You are viewing a plain text version of this content. The canonical link for it is here.
Posted to user@hbase.apache.org by Ken Weiner <ke...@gumgum.com> on 2009/12/23 20:10:00 UTC

Recurring Hadoop DataNode ERROR in logs

We have seen the following HADOOP error occur about 100 times a day spread
out thoughout the day on each RegionServer/DataNode in our always-on
HBase/Hadoop cluster.

>From *hadoop-gumgum-datanode-xxxxxxxxxxxx.log*

*2009-12-23* *09:58:29*,*717* *ERROR*
*org.apache.hadoop.hdfs.server.datanode.DataNode:*
*DatanodeRegistration*(*10.255.9.187:50010*,
*storageID=DS-1057956046-10.255.9.187-50010-1248395287725*,
*infoPort=50075*, *ipcPort=50020*)*:DataXceiver*
*java.net.SocketTimeoutException:* *480000* *millis* *timeout* *while*
*waiting* *for* *channel* *to* *be* *ready* *for* *write.* *ch* *:*
*java.nio.channels.SocketChannel*[*connected*
*local=/10.255.9.187:50010* *remote=/10.255.9.187:46154*]
	*at* *org.apache.hadoop.net.SocketIOWithTimeout.waitForIO*(*SocketIOWithTimeout.java:246*)
	*at* *org.apache.hadoop.net.SocketOutputStream.waitForWritable*(*SocketOutputStream.java:159*)
	*at* *org.apache.hadoop.net.SocketOutputStream.transferToFully*(*SocketOutputStream.java:198*)
	*at* *org.apache.hadoop.hdfs.server.datanode.BlockSender.sendChunks*(*BlockSender.java:313*)
	*at* *org.apache.hadoop.hdfs.server.datanode.BlockSender.sendBlock*(*BlockSender.java:400*)
	*at* *org.apache.hadoop.hdfs.server.datanode.DataXceiver.readBlock*(*DataXceiver.java:180*)
	*at* *org.apache.hadoop.hdfs.server.datanode.DataXceiver.run*(*DataXceiver.java:95*)
	*at* *java.lang.Thread.run*(*Thread.java:619*)

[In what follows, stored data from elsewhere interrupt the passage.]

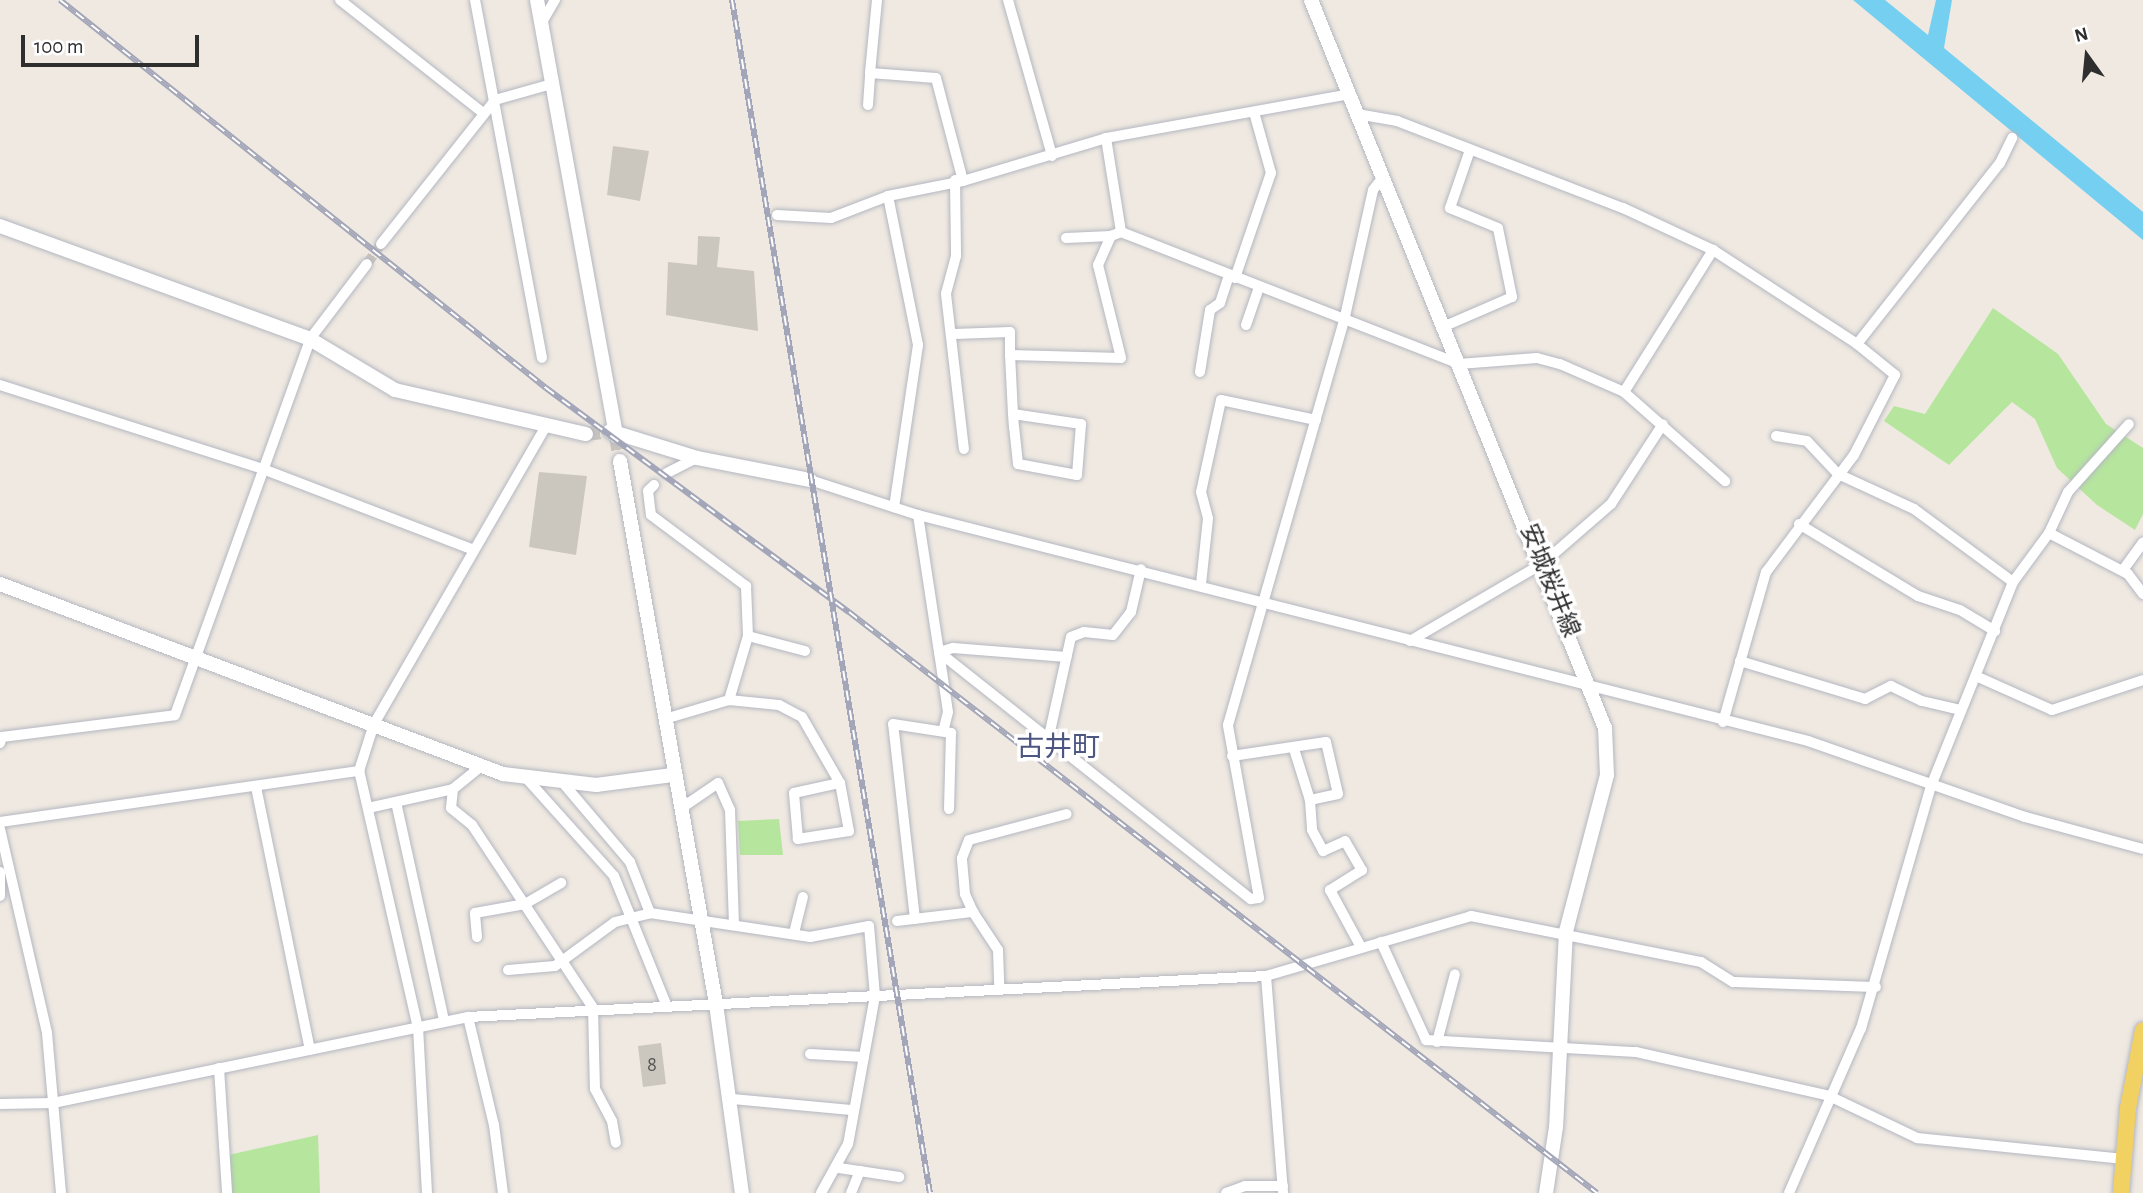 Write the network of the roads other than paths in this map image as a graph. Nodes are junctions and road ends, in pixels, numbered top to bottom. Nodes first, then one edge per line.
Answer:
1 (340, 0) edge
2 (475, 0) edge
3 (537, 0) edge
4 (555, 0) edge
5 (877, 0) edge
6 (1008, 0) edge
7 (1311, 0) edge
8 (541, 24) junction
9 (870, 73) junction
10 (552, 84) junction
11 (1350, 94) junction
12 (495, 100) junction
13 (868, 105) dead end
14 (1254, 112) junction
15 (483, 113) junction
16 (1357, 114) junction
17 (1106, 138) junction
18 (2012, 138) dead end
19 (1471, 150) junction
20 (1052, 156) junction
21 (1383, 177) junction
22 (959, 180) junction
23 (888, 196) junction
24 (777, 215) dead end
25 (0, 226) edge
26 (1116, 234) junction
27 (1066, 238) dead end
28 (381, 244) tunnel mouth
29 (1713, 250) junction
30 (367, 264) tunnel mouth
31 (1232, 277) junction
32 (1259, 288) junction
33 (1344, 321) junction
34 (1246, 325) dead end
35 (1445, 326) junction
36 (954, 334) junction
37 (310, 339) junction
38 (1857, 344) junction
39 (1010, 355) junction
40 (542, 358) dead end
41 (1460, 364) junction
42 (1200, 372) dead end
43 (0, 385) edge
44 (1624, 392) junction
45 (1013, 414) junction
46 (1315, 420) junction
47 (1663, 424) junction
48 (2129, 424) dead end
49 (546, 426) junction
50 (586, 434) tunnel mouth
51 (1776, 436) dead end
52 (964, 449) dead end
53 (697, 458) junction
54 (620, 461) tunnel mouth
55 (262, 469) junction
56 (667, 473) dead end
57 (1838, 474) junction
58 (810, 480) joint
59 (1726, 481) dead end
60 (654, 485) dead end
61 (894, 507) junction
62 (918, 515) junction
63 (1799, 524) junction
64 (2049, 533) junction
65 (2143, 542) edge
66 (471, 549) junction
67 (1542, 564) junction
68 (1141, 569) junction
69 (2123, 570) junction
70 (2013, 582) junction
71 (0, 584) edge
72 (1200, 584) junction
73 (2143, 594) edge
74 (1265, 602) junction
75 (1996, 631) junction
76 (748, 636) junction
77 (1410, 641) junction
78 (805, 651) dead end
79 (939, 652) junction
80 (1067, 657) junction
81 (197, 658) junction
82 (1740, 661) junction
83 (1978, 677) junction
84 (2143, 680) edge
85 (1592, 690) junction
86 (729, 700) junction
87 (1960, 710) junction
88 (664, 719) junction
89 (1723, 722) junction
90 (374, 724) junction
91 (944, 728) junction
92 (1049, 736) junction
93 (0, 743) edge
94 (1294, 749) junction
95 (1232, 756) junction
96 (481, 766) junction
97 (359, 771) junction
98 (672, 775) junction
99 (527, 779) junction
100 (563, 783) junction
101 (840, 783) junction
102 (1931, 786) junction
103 (256, 787) junction
104 (453, 789) junction
105 (1310, 800) junction
106 (396, 802) junction
107 (368, 808) junction
108 (680, 809) junction
109 (948, 809) dead end
110 (1067, 814) dead end
111 (0, 822) edge
112 (0, 829) edge
113 (2143, 849) edge
114 (0, 872) edge
115 (1, 883) edge
116 (561, 883) dead end
117 (0, 896) edge
118 (803, 897) dead end
119 (525, 904) junction
120 (973, 912) junction
121 (650, 913) junction
122 (699, 917) junction
123 (629, 918) junction
124 (915, 919) junction
125 (897, 921) dead end
126 (734, 922) junction
127 (1566, 931) junction
128 (794, 933) junction
129 (477, 937) dead end
130 (1381, 942) junction
131 (1361, 947) junction
132 (564, 961) junction
133 (508, 970) dead end
134 (1455, 974) dead end
135 (1266, 976) junction
136 (1876, 987) junction
137 (999, 988) junction
138 (875, 996) junction
139 (666, 1004) junction
140 (716, 1004) junction
141 (593, 1008) junction
142 (468, 1017) junction
143 (444, 1020) junction
144 (418, 1028) junction
145 (2143, 1030) edge
146 (1437, 1042) junction
147 (1560, 1044) junction
148 (310, 1049) junction
149 (810, 1054) dead end
150 (864, 1057) junction
151 (219, 1068) junction
152 (1829, 1096) junction
153 (732, 1099) junction
154 (53, 1102) junction
155 (0, 1104) edge
156 (851, 1110) junction
157 (616, 1143) dead end
158 (2124, 1159) junction
159 (839, 1168) junction
160 (860, 1171) junction
161 (899, 1177) dead end
162 (1283, 1189) edge
163 (61, 1193) edge
164 (227, 1193) edge
165 (427, 1193) edge
166 (503, 1193) edge
167 (742, 1193) edge
168 (821, 1193) edge
169 (851, 1193) edge
170 (1226, 1193) edge
171 (1546, 1193) edge
172 (1789, 1193) edge
173 (2121, 1193) edge

1 - 15 street
2 - 12 street
3 - 8 street
4 - 8 street
5 - 9 street
6 - 20 street
7 - 11 street, 安城桜井線
8 - 10 street
9 - 13 street
9 - 22 street
10 - 12 street
10 - 53 street
11 - 14 street
11 - 16 street, 安城桜井線
12 - 15 street
12 - 40 street
14 - 17 street
14 - 31 street
15 - 28 street
16 - 19 street
16 - 21 street, 安城桜井線
17 - 20 street
17 - 26 street
18 - 38 street
19 - 29 street
19 - 35 street
20 - 22 street
21 - 33 street
21 - 35 street, 安城桜井線
22 - 23 street
22 - 36 street
23 - 24 street
23 - 61 street
25 - 37 street
26 - 27 street
26 - 31 street
26 - 39 street
29 - 38 street
29 - 44 street
30 - 37 street
31 - 32 street
31 - 42 street
32 - 33 street
32 - 34 street
33 - 41 street
33 - 46 street
35 - 41 street, 安城桜井線
36 - 39 street
36 - 52 street
37 - 49 street
37 - 55 street
38 - 57 street
39 - 45 street
41 - 44 street
41 - 67 street, 安城桜井線
43 - 55 street
44 - 47 street
45 - 45 street
46 - 72 street
46 - 74 street
47 - 59 street
47 - 67 street
48 - 64 street
49 - 50 street
49 - 66 street
51 - 57 street
53 - 56 street
53 - 58 street
54 - 88 street
55 - 66 street
55 - 81 street
57 - 63 street
57 - 70 street
58 - 61 street
60 - 76 street
61 - 62 street
62 - 68 street
62 - 79 street
63 - 75 street
63 - 82 street
64 - 69 street
64 - 70 street
65 - 69 street
66 - 90 street
67 - 77 street
67 - 85 street, 安城桜井線
68 - 72 street
68 - 80 street
69 - 73 street
70 - 75 street
71 - 81 street
72 - 74 street
74 - 77 street
74 - 95 street
75 - 83 street
76 - 78 street
76 - 86 street
77 - 85 street
79 - 80 street
79 - 91 street
79 - 92 street
80 - 92 street
81 - 90 street
81 - 93 street
82 - 87 street
82 - 89 street
83 - 84 street
83 - 87 street
85 - 89 street
85 - 127 street, 安城桜井線
86 - 88 street
86 - 101 street
87 - 102 street
88 - 98 street
89 - 102 street
90 - 96 street
90 - 97 street
91 - 109 street
91 - 124 street
92 - 95 street
94 - 95 street
94 - 105 street
94 - 105 street
96 - 99 street
96 - 104 street
97 - 103 street
97 - 107 street
98 - 100 street
98 - 108 street
99 - 100 street
99 - 123 street
100 - 121 street
101 - 101 street
102 - 113 street
102 - 136 street
103 - 111 street
103 - 148 street
104 - 106 street
104 - 119 street
105 - 131 street
106 - 107 street
106 - 143 street
107 - 144 street
108 - 122 street
108 - 126 street
110 - 120 street
112 - 154 street
114 - 115 street
115 - 117 street
116 - 119 street
118 - 128 street
119 - 129 street
119 - 132 street
120 - 124 street
120 - 137 street
121 - 122 street
121 - 123 street
122 - 126 street
122 - 140 street
123 - 132 street
123 - 139 street
124 - 125 street
126 - 128 street
127 - 130 street
127 - 136 street
127 - 147 street, 安城桜井線
128 - 138 street
130 - 131 street
130 - 146 street
131 - 135 street
132 - 133 street
132 - 141 street
134 - 146 street
135 - 137 street
135 - 162 street
136 - 152 street
137 - 138 street
138 - 140 street
138 - 150 street
139 - 140 street
139 - 141 street
140 - 153 street
141 - 142 street
141 - 157 street
142 - 143 street
142 - 166 street
143 - 144 street
144 - 148 street
144 - 165 street
145 - 158 main road
146 - 147 street
147 - 152 street
147 - 171 street, 安城桜井線
148 - 151 street
149 - 150 street
150 - 156 street
151 - 154 street
151 - 164 street
152 - 158 street
152 - 172 street
153 - 156 street
153 - 167 street
154 - 155 street
154 - 163 street
156 - 159 street
158 - 173 main road
159 - 160 street
159 - 168 street
160 - 161 street
160 - 169 street
162 - 170 street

Are other people seeing this error too?  How serious is it?  Can it be
prevented?

I found a few things that seem related, but I'm not sure how they apply to
the HBase environment:
http://issues.apache.org/jira/browse/HDFS-693
https://issues.apache.org/jira/browse/HADOOP-3831

Info on our environment:
1 Node: Master/NameNode/JobTracker (EC2 m1.large)
3 Nodes: RegionServer/DataNode/TaskTracker (EC2 m1.large)

Thanks!

-Ken Weiner
 GumGum & BEDROCK

Re: Recurring Hadoop DataNode ERROR in logs

Posted by stack <st...@duboce.net>.
On Wed, Dec 23, 2009 at 2:24 PM, Ken Weiner <ke...@gumgum.com> wrote:

> HBase itself isn't complaining. I only see the error from Hadoop.  I wasn't
> sure if there are some side effects I'm not aware of.  Is it causing any
> problems to my application?


IIUC, nothing but some extra latency while the dropped socket is
reestablished.



> I see the error occur even when my system is
> under relatively light load with no MR jobs running.  I also forgot to
> mention that I saw this error with HBase 0.20.0/Hadoop 0.20.0 and I
> recently
> upgraded to HBase 0.20.2/Hadoop 0.20.1 and the error still occurs at the
> same rate after the upgrade.
>
> Yeah.  This would not be surprising.  This is hdfs behavior.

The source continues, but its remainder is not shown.